Posted at 7:43 AM on April 22, 2009
by Ken Paulman
An interesting thing happened on Morning Edition today. When host Cathy Wurzer asked listeners to send us text messages on how they were observing Earth Day (that's today -- I know -- I had forgotten about it too), we got almost no response. One person said they were "keeping it non-fiction," whatever that means.
Later, when the question was tweaked to "what have you done in the last year to help the environment?", responses started trickling in. Some people reported they had given up driving and started riding their bikes; others talked about switching to compact fluorescent bulbs; one person said they'd stopped eating meat, fish and dairy: "better for the earth for my health and for the animals."
Indeed, practices like recycling, composting and alternative transportation -- things that were not so terribly long ago the domain of radical hippies -- are now commonplace. It's not as though we've developed a perfectly sustainable society, but environmental issues are now frequently at the forefront of our collective consciousness.
Has Earth Day done its job? Do we even need it anymore?
Update: For an Earth Day bonus, take American Public Media's Consumer Consequences to find out how many earths it would take to sustain your lifestyle.
I think there is still a need for Earth Day, perhaps for honest, sober assessments of how far we have come, and how far we need to go.
Besides, there must be a few trees left unhugged.
Of course we still need Earth Day -- as a reminder for those of us who still use paper towels on a daily basis even though the re-usable microfiber cloths are in the cabinet below the sink.
Earth Day is a great opportunity to teach our children. It offers a chance for parents and teachers and others in the community to focus on what we can do -- throughout the year -- to make a difference. My children need to know why Mom puts their sandwiches and Cheddar Bunnies in a re-usable sack instead of a plastic bag. They need to know why we constantly remind them to turn off the light when they leave a room. And yes, we do talk about it often, but there's nothing wrong with having a special day to wear a cool Save the Earth t-shirt, to celebrate, and to renew our commitment to our planet.
text messaging costs money.
Forget earth day...
Pluto day all the way.
MPR listeners are the choir, Bob. We absolutely need Earth Day, or something like it that really gets at what people should be doing, for everybody else.!
@Ken Paulman - you must not have kids, the cable TV kids networks have been pushing it for about 3 weeks now. Specials on today with Earth Day themes.
So we do need Earth Day after all ... as a marketing tool!

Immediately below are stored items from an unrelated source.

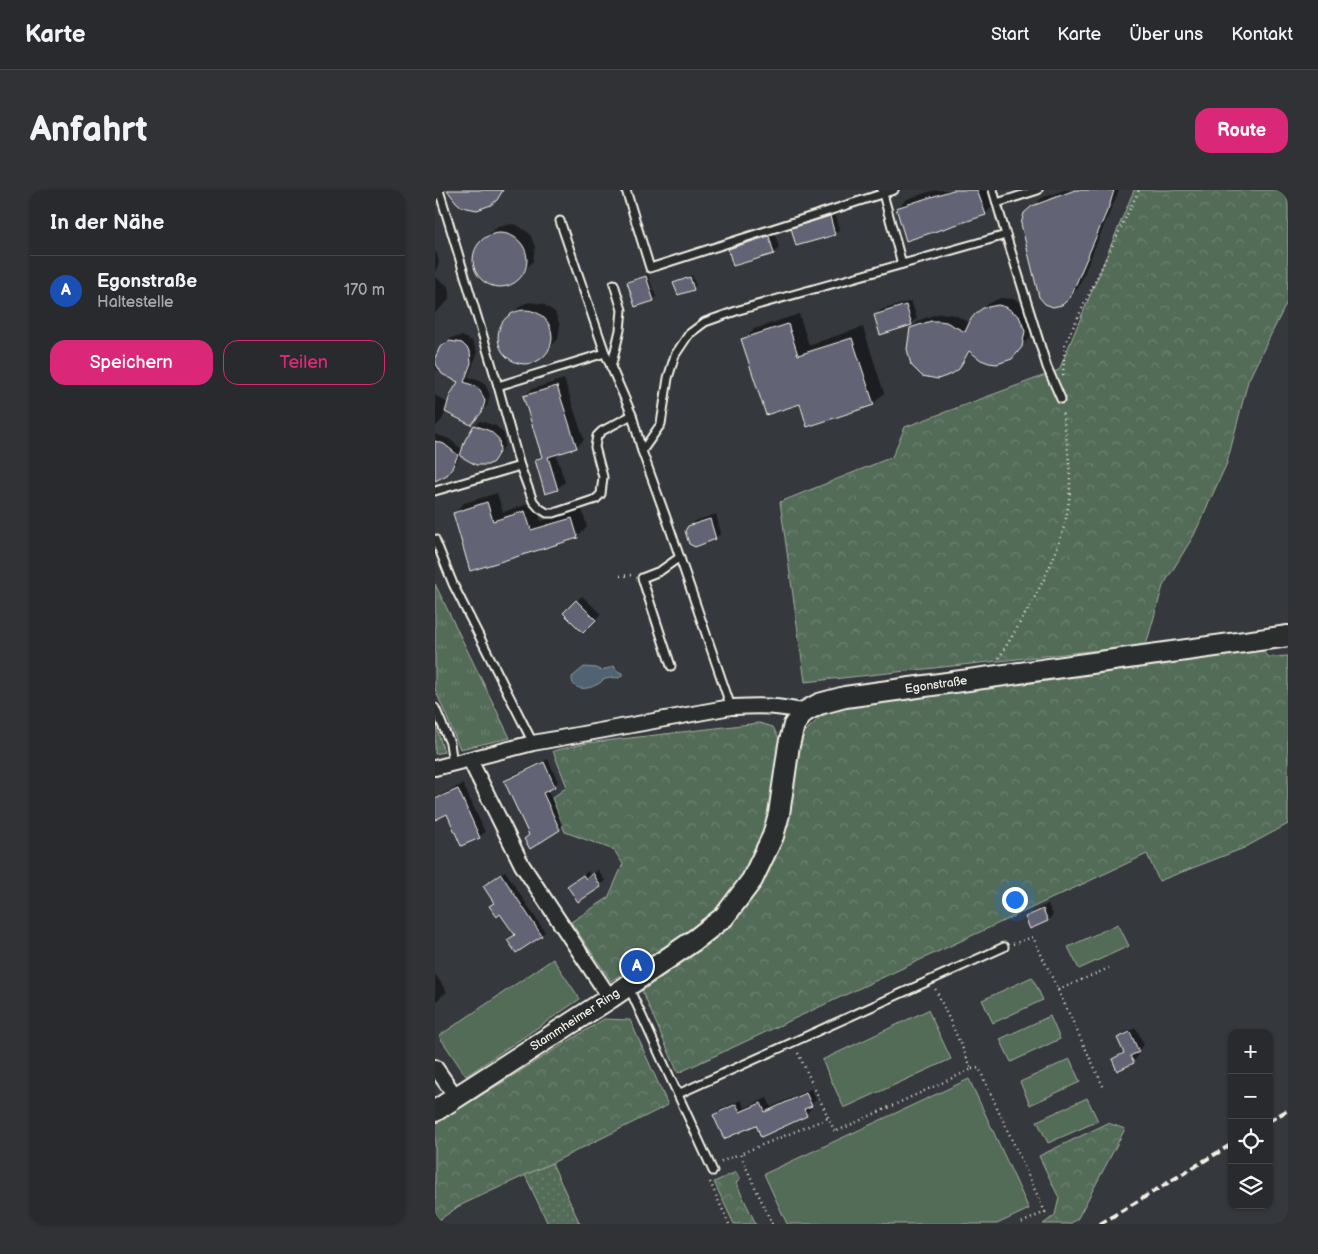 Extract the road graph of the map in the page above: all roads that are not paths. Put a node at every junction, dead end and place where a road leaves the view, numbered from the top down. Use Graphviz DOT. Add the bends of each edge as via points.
graph roads {
  1 [pos="439,190"];
  2 [pos="626,190"];
  3 [pos="894,190"];
  4 [pos="993,190"];
  5 [pos="1038,190"];
  6 [pos="883,192"];
  7 [pos="997,203"];
  8 [pos="560,221"];
  9 [pos="1006,235"];
  10 [pos="902,264"];
  11 [pos="614,284"];
  12 [pos="605,353"];
  13 [pos="611,368"];
  14 [pos="498,386"];
  15 [pos="1061,399"];
  16 [pos="631,415"];
  17 [pos="642,452"];
  18 [pos="520,466"];
  19 [pos="435,491"];
  20 [pos="435,539"];
  21 [pos="680,557"];
  22 [pos="1288,636"];
  23 [pos="671,666"];
  24 [pos="731,707"];
  25 [pos="435,708"];
  26 [pos="804,712"];
  27 [pos="533,743"];
  28 [pos="470,760"];
  29 [pos="453,764"];
  30 [pos="435,768"];
  31 [pos="1005,947"];
  32 [pos="628,986"];
  33 [pos="610,998"];
  34 [pos="435,1066"];
  35 [pos="678,1094"];
  36 [pos="456,1097"];
  37 [pos="435,1111"];
  38 [pos="712,1169"];
  1 -- 14 [label="lane"];
  2 -- 6 [label="lane" via="650,268"];
  3 -- 6 [label="lane"];
  4 -- 7 [label="lane"];
  5 -- 7 [label="lane"];
  6 -- 10 [label="lane"];
  7 -- 9 [label="lane"];
  8 -- 12 [label="lane"];
  9 -- 10 [label="lane"];
  9 -- 15 [label="lane" via="1047,367"];
  10 -- 17 [label="lane" via="705,322 689,334 675,355 661,424"];
  11 -- 13 [label="lane" via="622,310"];
  12 -- 13 [label="lane"];
  12 -- 14 [label="lane"];
  13 -- 16 [label="lane"];
  14 -- 18 [label="lane"];
  16 -- 17 [label="lane"];
  16 -- 18 [label="lane" via="597,436 595,447 603,487 596,500 547,513 533,501"];
  17 -- 21 [label="lane"];
  18 -- 19 [label="lane"];
  20 -- 27 [label="lane" via="453,584"];
  21 -- 23 [label="lane" via="660,571 642,578"];
  21 -- 24 [label="lane"];
  22 -- 26 [label="street, Egonstraße" via="845,697"];
  24 -- 26 [label="street" via="760,705"];
  24 -- 27 [label="street"];
  25 -- 29 [label="lane" via="450,743"];
  26 -- 32 [label="street, Stammheimer Ring" via="794,725 773,836 752,880 724,917"];
  27 -- 28 [label="street"];
  28 -- 29 [label="street"];
  28 -- 33 [label="street" via="521,865"];
  29 -- 30 [label="street"];
  31 -- 35 [label="lane"];
  32 -- 33 [label="street, Stammheimer Ring"];
  32 -- 35 [label="lane"];
  33 -- 36 [label="street, Stammheimer Ring"];
  34 -- 36 [label="street"];
  35 -- 38 [label="lane"];
  36 -- 37 [label="street, Stammheimer Ring"];
}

Good question. Recycling programs have become the norm in Minnesota, which preserves the earth. On the other hand, there is still more work needed to keep water and the air clean. The problem with Earth Day is there really isn't a gimmick that keeps people interested in doing it. Valentine Day is not an official holiday, but stores do everything they can to produce items that proclaim the holiday for consumers to buy, and thus Valentine's Day exists. The same thing is true also of Halloween, Mother's Day, and Father's Day. Stores create products that keep us interested in maintaining these holidays, even though they are not traditional day off holidays. Earth Day, does the exact opposite, by telling us to buy sensible, waste free products. The most sensible waste free product however is nothing at all; hence people often do not think about it or remember it. Every holiday has to have some buzz around it to keep it going.
I think that people have gotten lazy with it. There isn't as much awareness about it as when I was younger. Like many not for profits funding has been cut so drastically they don't have the means to do what they once could. You in pubic radio know better than anyone. I don't own a car and ride my bike or walk as much as I can. I do my best to buy locally grown food to support the economy and ecology in which I live. I recycle and have switched my light bulbs and done a lot of the "simple day to day things" like many of you. I really think it's important for a day like Earth Day to educate people on the actual state of the planet as well as be a day that calls us to action. Plant a tree, organize a group of people and pick up the trash in your neighborhood. Organize a hazardous waste pick up each month on your block for batteries, used motor oil or paint remnants. There are so many things that can be done which require little effort or time. I think the day is important but it's really just faded into the background. Maybe "do we still need Earth Day" is the wrong question. Maybe it should be "what can we do to make Earth Day better?"
I concur with Jake Money. A different question needs to be asked, "What can we do to make Earth Day better?" Absolutely, Earth Day should stay! Why not make it a national honoring day where everyone has to think and act on some new way to help heal the Earth. We need to find ways for everyone to learn that it's in their greatest self-interest to care and act towards healing the Earth. We ought not trivialize that Earth Day is EVERYDAY.
The threats to the global environment are greater than ever. I agree that "Do we still need Earth Day" is not the appropriate question. How can we make it more effective is a better question.
We are destroying more species and more habitat now than ever before.
In this country, we've made some progress on: pollution, Endangered Species, specific fuel consumption, conservation (a little), organic farming. We've grown complacent since things are OK here (not great; but we don't see rivers on fire, dead songbirds in our yards.)
We have a lot more work to do.
Earth Day 2009: our long global cow flatulence nightmare is over.
No we don't. This is the biggest scam even the government had to get on it. First of all this was started by a man that killed his wife.